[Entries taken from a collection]

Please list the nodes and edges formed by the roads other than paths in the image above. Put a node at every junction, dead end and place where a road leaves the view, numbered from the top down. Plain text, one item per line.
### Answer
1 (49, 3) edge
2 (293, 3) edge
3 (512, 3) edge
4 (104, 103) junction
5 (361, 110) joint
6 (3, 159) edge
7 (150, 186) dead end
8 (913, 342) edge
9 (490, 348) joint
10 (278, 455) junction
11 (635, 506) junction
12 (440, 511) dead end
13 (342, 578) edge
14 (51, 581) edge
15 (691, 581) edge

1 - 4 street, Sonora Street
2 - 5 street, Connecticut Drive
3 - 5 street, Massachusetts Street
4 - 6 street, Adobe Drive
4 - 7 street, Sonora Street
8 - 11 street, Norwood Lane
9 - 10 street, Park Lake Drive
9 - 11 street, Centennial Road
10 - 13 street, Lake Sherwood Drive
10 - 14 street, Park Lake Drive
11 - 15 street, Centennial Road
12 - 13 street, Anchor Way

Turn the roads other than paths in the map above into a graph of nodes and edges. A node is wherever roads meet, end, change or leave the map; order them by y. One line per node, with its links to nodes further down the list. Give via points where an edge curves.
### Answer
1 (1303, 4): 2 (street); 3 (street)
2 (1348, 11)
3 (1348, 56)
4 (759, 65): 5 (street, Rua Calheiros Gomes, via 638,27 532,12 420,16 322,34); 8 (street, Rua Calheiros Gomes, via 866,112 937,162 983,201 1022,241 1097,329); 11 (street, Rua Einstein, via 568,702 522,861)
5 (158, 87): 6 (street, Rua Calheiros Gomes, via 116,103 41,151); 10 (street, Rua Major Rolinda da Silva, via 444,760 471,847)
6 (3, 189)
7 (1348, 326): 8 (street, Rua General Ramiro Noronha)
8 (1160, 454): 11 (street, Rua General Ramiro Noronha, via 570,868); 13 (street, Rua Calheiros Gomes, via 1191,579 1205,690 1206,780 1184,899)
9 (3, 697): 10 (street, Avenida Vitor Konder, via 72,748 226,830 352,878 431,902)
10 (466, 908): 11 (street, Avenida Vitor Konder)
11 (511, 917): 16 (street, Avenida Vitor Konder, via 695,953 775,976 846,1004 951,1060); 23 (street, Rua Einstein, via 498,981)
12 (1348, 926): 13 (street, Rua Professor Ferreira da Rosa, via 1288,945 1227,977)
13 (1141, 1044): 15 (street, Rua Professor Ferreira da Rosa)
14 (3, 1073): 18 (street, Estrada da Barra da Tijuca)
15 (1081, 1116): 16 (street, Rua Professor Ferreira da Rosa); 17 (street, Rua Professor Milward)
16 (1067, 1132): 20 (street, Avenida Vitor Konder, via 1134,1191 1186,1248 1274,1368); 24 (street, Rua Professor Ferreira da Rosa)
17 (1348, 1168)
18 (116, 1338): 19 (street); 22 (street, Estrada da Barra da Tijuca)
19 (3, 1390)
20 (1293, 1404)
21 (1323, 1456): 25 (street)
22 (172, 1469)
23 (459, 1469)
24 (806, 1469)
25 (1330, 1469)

## AIM OF THE EXERCISE
All of the data above should be duplicated exactly.

## RESPONSE AREA
Please list the nodes and edges formed by the roads other than paths in the image above. Put a node at every junction, dead end and place where a road leaves the view, numbered from the top down. Plain text, one item per line.
### Answer
1 (49, 3) edge
2 (293, 3) edge
3 (512, 3) edge
4 (104, 103) junction
5 (361, 110) joint
6 (3, 159) edge
7 (150, 186) dead end
8 (913, 342) edge
9 (490, 348) joint
10 (278, 455) junction
11 (635, 506) junction
12 (440, 511) dead end
13 (342, 578) edge
14 (51, 581) edge
15 (691, 581) edge

1 - 4 street, Sonora Street
2 - 5 street, Connecticut Drive
3 - 5 street, Massachusetts Street
4 - 6 street, Adobe Drive
4 - 7 street, Sonora Street
8 - 11 street, Norwood Lane
9 - 10 street, Park Lake Drive
9 - 11 street, Centennial Road
10 - 13 street, Lake Sherwood Drive
10 - 14 street, Park Lake Drive
11 - 15 street, Centennial Road
12 - 13 street, Anchor Way

Turn the roads other than paths in the map above into a graph of nodes and edges. A node is wherever roads meet, end, change or leave the map; order them by y. One line per node, with its links to nodes further down the list. Give via points where an edge curves.
### Answer
1 (1303, 4): 2 (street); 3 (street)
2 (1348, 11)
3 (1348, 56)
4 (759, 65): 5 (street, Rua Calheiros Gomes, via 638,27 532,12 420,16 322,34); 8 (street, Rua Calheiros Gomes, via 866,112 937,162 983,201 1022,241 1097,329); 11 (street, Rua Einstein, via 568,702 522,861)
5 (158, 87): 6 (street, Rua Calheiros Gomes, via 116,103 41,151); 10 (street, Rua Major Rolinda da Silva, via 444,760 471,847)
6 (3, 189)
7 (1348, 326): 8 (street, Rua General Ramiro Noronha)
8 (1160, 454): 11 (street, Rua General Ramiro Noronha, via 570,868); 13 (street, Rua Calheiros Gomes, via 1191,579 1205,690 1206,780 1184,899)
9 (3, 697): 10 (street, Avenida Vitor Konder, via 72,748 226,830 352,878 431,902)
10 (466, 908): 11 (street, Avenida Vitor Konder)
11 (511, 917): 16 (street, Avenida Vitor Konder, via 695,953 775,976 846,1004 951,1060); 23 (street, Rua Einstein, via 498,981)
12 (1348, 926): 13 (street, Rua Professor Ferreira da Rosa, via 1288,945 1227,977)
13 (1141, 1044): 15 (street, Rua Professor Ferreira da Rosa)
14 (3, 1073): 18 (street, Estrada da Barra da Tijuca)
15 (1081, 1116): 16 (street, Rua Professor Ferreira da Rosa); 17 (street, Rua Professor Milward)
16 (1067, 1132): 20 (street, Avenida Vitor Konder, via 1134,1191 1186,1248 1274,1368); 24 (street, Rua Professor Ferreira da Rosa)
17 (1348, 1168)
18 (116, 1338): 19 (street); 22 (street, Estrada da Barra da Tijuca)
19 (3, 1390)
20 (1293, 1404)
21 (1323, 1456): 25 (street)
22 (172, 1469)
23 (459, 1469)
24 (806, 1469)
25 (1330, 1469)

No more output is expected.